§ **What you should do**
For the data that follows, return each line unchanged and drop the pictures.

§ **The data**
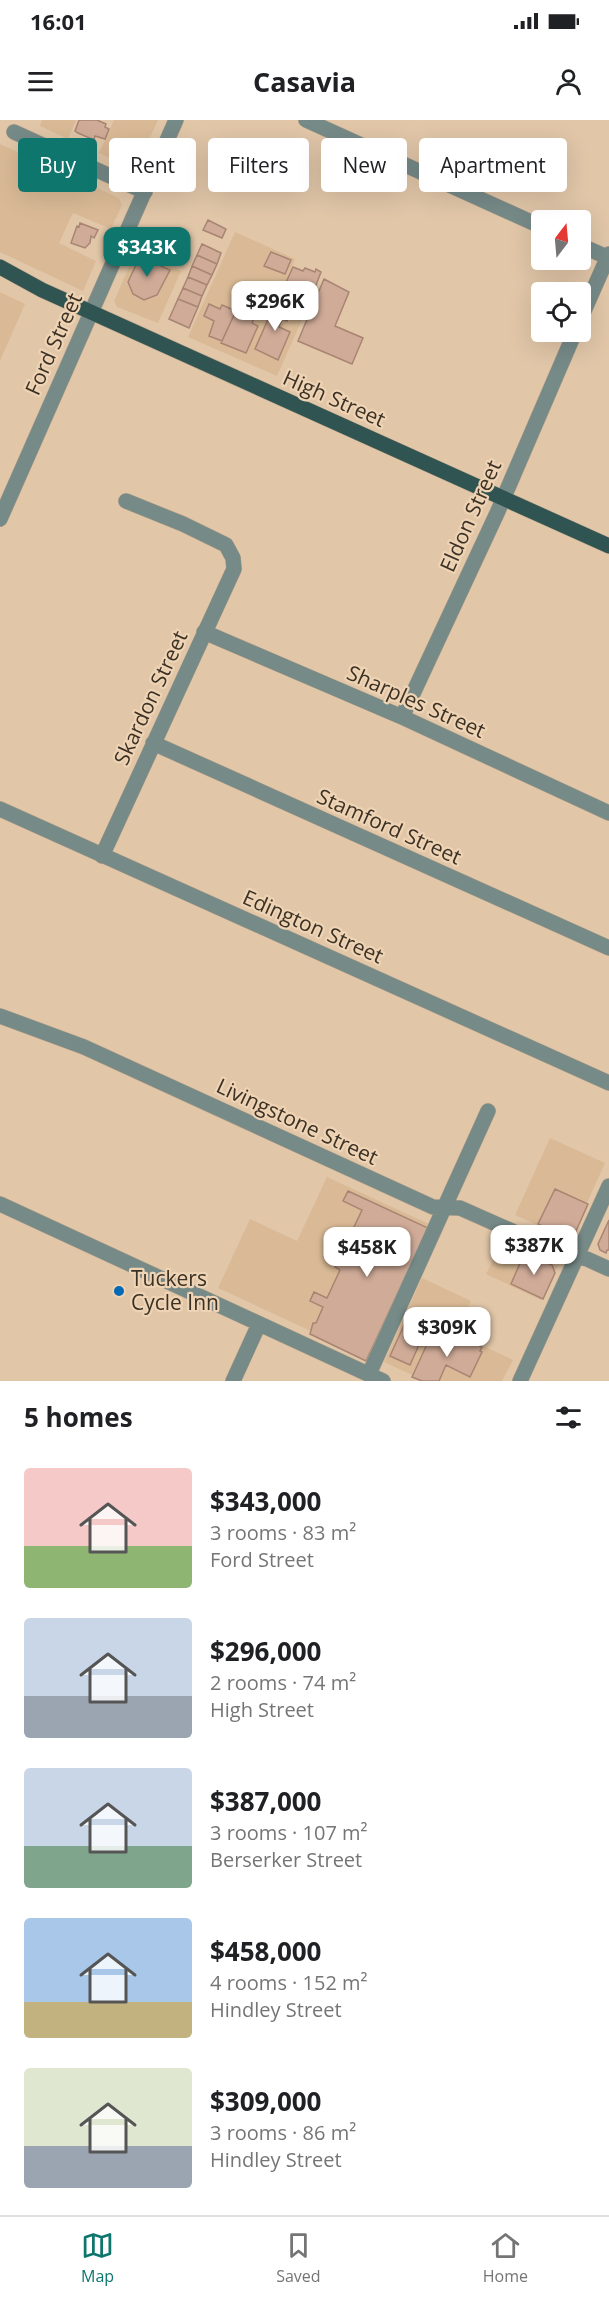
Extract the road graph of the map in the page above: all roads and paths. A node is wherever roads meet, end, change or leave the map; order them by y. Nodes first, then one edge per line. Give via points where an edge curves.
1 (176, 120) edge
2 (306, 120) edge
3 (14, 132) dead end
4 (168, 138) edge
5 (109, 176) edge
6 (145, 192) edge
7 (531, 222) edge
8 (591, 249) edge
9 (609, 256) edge
10 (0, 267) edge
11 (0, 277) edge
12 (42, 290) junction
13 (591, 296) edge
14 (91, 312) junction
15 (571, 342) edge
16 (503, 498) junction
17 (126, 501) dead end
18 (0, 519) edge
19 (609, 546) edge
20 (204, 632) junction
21 (402, 717) junction
22 (153, 743) junction
23 (0, 809) edge
24 (609, 813) edge
25 (102, 856) junction
26 (609, 948) edge
27 (0, 1016) edge
28 (609, 1083) edge
29 (488, 1111) dead end
30 (609, 1186) edge
31 (0, 1204) edge
32 (445, 1208) junction
33 (577, 1257) junction
34 (609, 1269) edge
35 (259, 1324) junction
36 (369, 1374) junction
37 (233, 1381) edge
38 (383, 1381) edge
39 (520, 1381) edge

1 - 4 street, Ford Street
2 - 7 street
3 - 5 street
6 - 14 street, Ford Street
8 - 9 street
9 - 13 street
10 - 12 main road, High Street
11 - 12 main road, High Street
12 - 14 main road, High Street
14 - 16 main road, High Street
14 - 18 street, Ford Street
15 - 16 street, Eldon Street
16 - 19 main road, High Street
16 - 21 street, Eldon Street
17 - 20 street, Skardon Street via 226,545 234,558 234,569
20 - 21 street, Sharples Street
20 - 22 street, Skardon Street
21 - 24 street, Sharples Street
22 - 25 street, Skardon Street
22 - 26 street, Stamford Street
23 - 25 street, Edington Street
25 - 28 street, Edington Street
27 - 32 street, Livingstone Street via 84,1047 433,1207
29 - 32 street
30 - 33 street
31 - 35 street
32 - 33 street, Livingstone Street via 460,1208
32 - 36 street
33 - 34 street, Livingstone Street
33 - 39 street
35 - 36 street
35 - 37 street
36 - 38 street

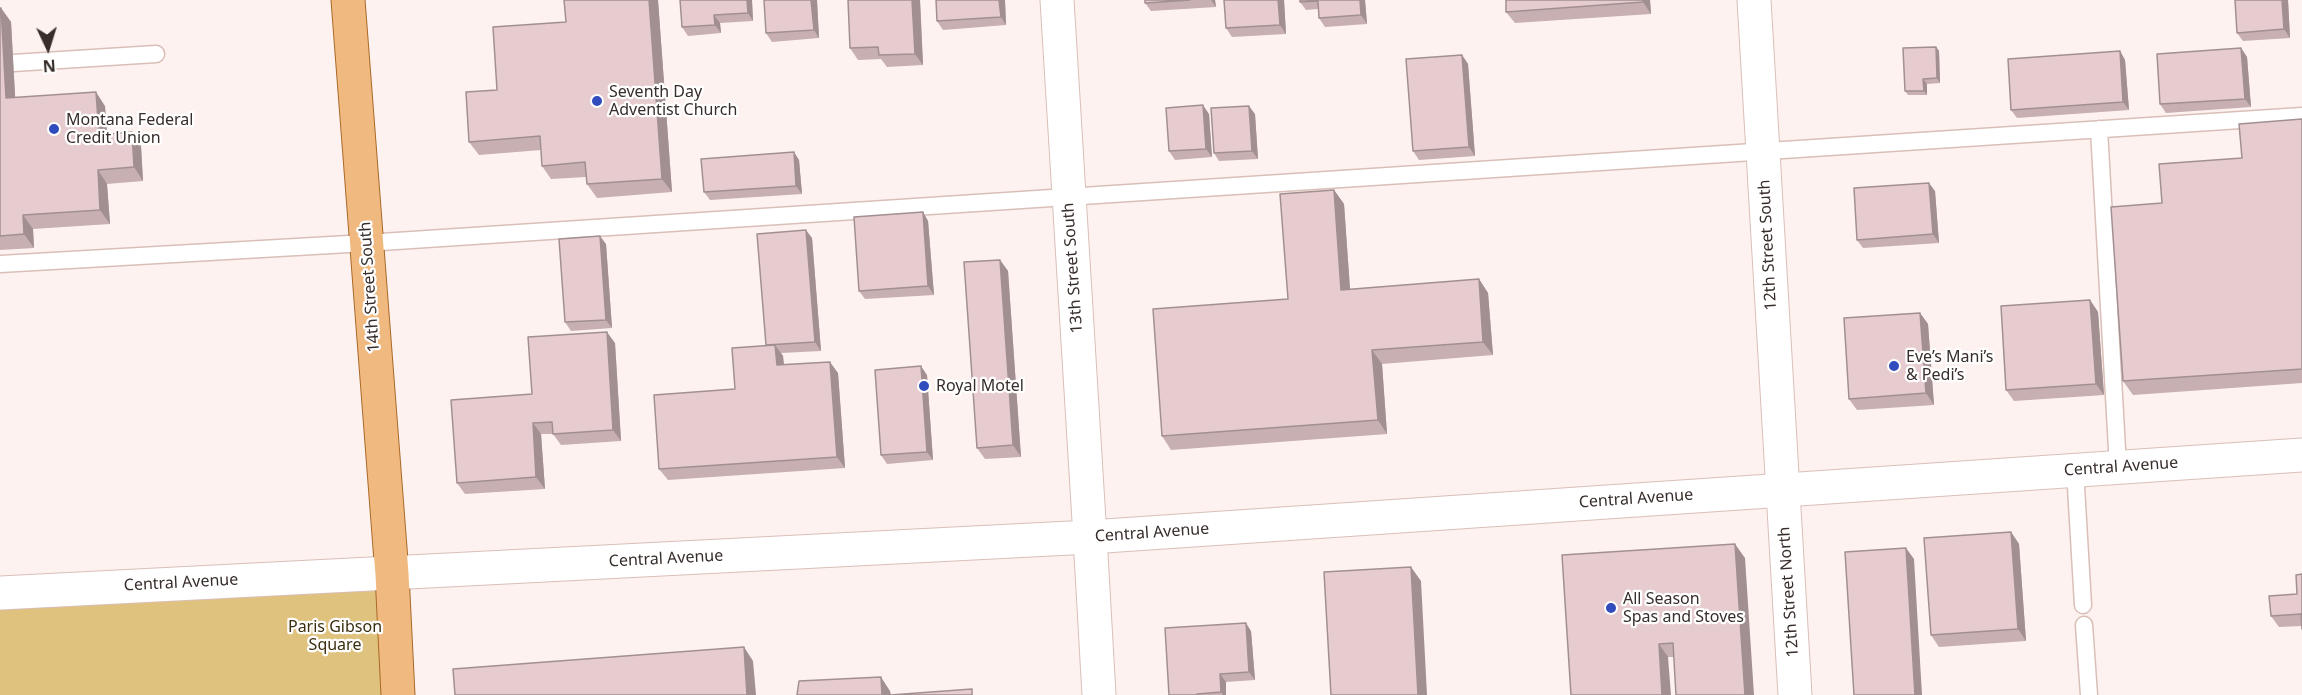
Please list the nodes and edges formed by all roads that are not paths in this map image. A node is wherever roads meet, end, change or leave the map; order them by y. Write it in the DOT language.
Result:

§ **Solution**
Extract the road graph of the map in the page above: all roads and paths. A node is wherever roads meet, end, change or leave the map; order them by y. Nodes first, then one edge per line. Give via points where an edge curves.
1 (176, 120) edge
2 (306, 120) edge
3 (14, 132) dead end
4 (168, 138) edge
5 (109, 176) edge
6 (145, 192) edge
7 (531, 222) edge
8 (591, 249) edge
9 (609, 256) edge
10 (0, 267) edge
11 (0, 277) edge
12 (42, 290) junction
13 (591, 296) edge
14 (91, 312) junction
15 (571, 342) edge
16 (503, 498) junction
17 (126, 501) dead end
18 (0, 519) edge
19 (609, 546) edge
20 (204, 632) junction
21 (402, 717) junction
22 (153, 743) junction
23 (0, 809) edge
24 (609, 813) edge
25 (102, 856) junction
26 (609, 948) edge
27 (0, 1016) edge
28 (609, 1083) edge
29 (488, 1111) dead end
30 (609, 1186) edge
31 (0, 1204) edge
32 (445, 1208) junction
33 (577, 1257) junction
34 (609, 1269) edge
35 (259, 1324) junction
36 (369, 1374) junction
37 (233, 1381) edge
38 (383, 1381) edge
39 (520, 1381) edge

1 - 4 street, Ford Street
2 - 7 street
3 - 5 street
6 - 14 street, Ford Street
8 - 9 street
9 - 13 street
10 - 12 main road, High Street
11 - 12 main road, High Street
12 - 14 main road, High Street
14 - 16 main road, High Street
14 - 18 street, Ford Street
15 - 16 street, Eldon Street
16 - 19 main road, High Street
16 - 21 street, Eldon Street
17 - 20 street, Skardon Street via 226,545 234,558 234,569
20 - 21 street, Sharples Street
20 - 22 street, Skardon Street
21 - 24 street, Sharples Street
22 - 25 street, Skardon Street
22 - 26 street, Stamford Street
23 - 25 street, Edington Street
25 - 28 street, Edington Street
27 - 32 street, Livingstone Street via 84,1047 433,1207
29 - 32 street
30 - 33 street
31 - 35 street
32 - 33 street, Livingstone Street via 460,1208
32 - 36 street
33 - 34 street, Livingstone Street
33 - 39 street
35 - 36 street
35 - 37 street
36 - 38 street

Please list the nodes and edges formed by all roads that are not paths in this map image. A node is wherever roads meet, end, change or leave the map; order them by y. Write it in the DOT language.
Result:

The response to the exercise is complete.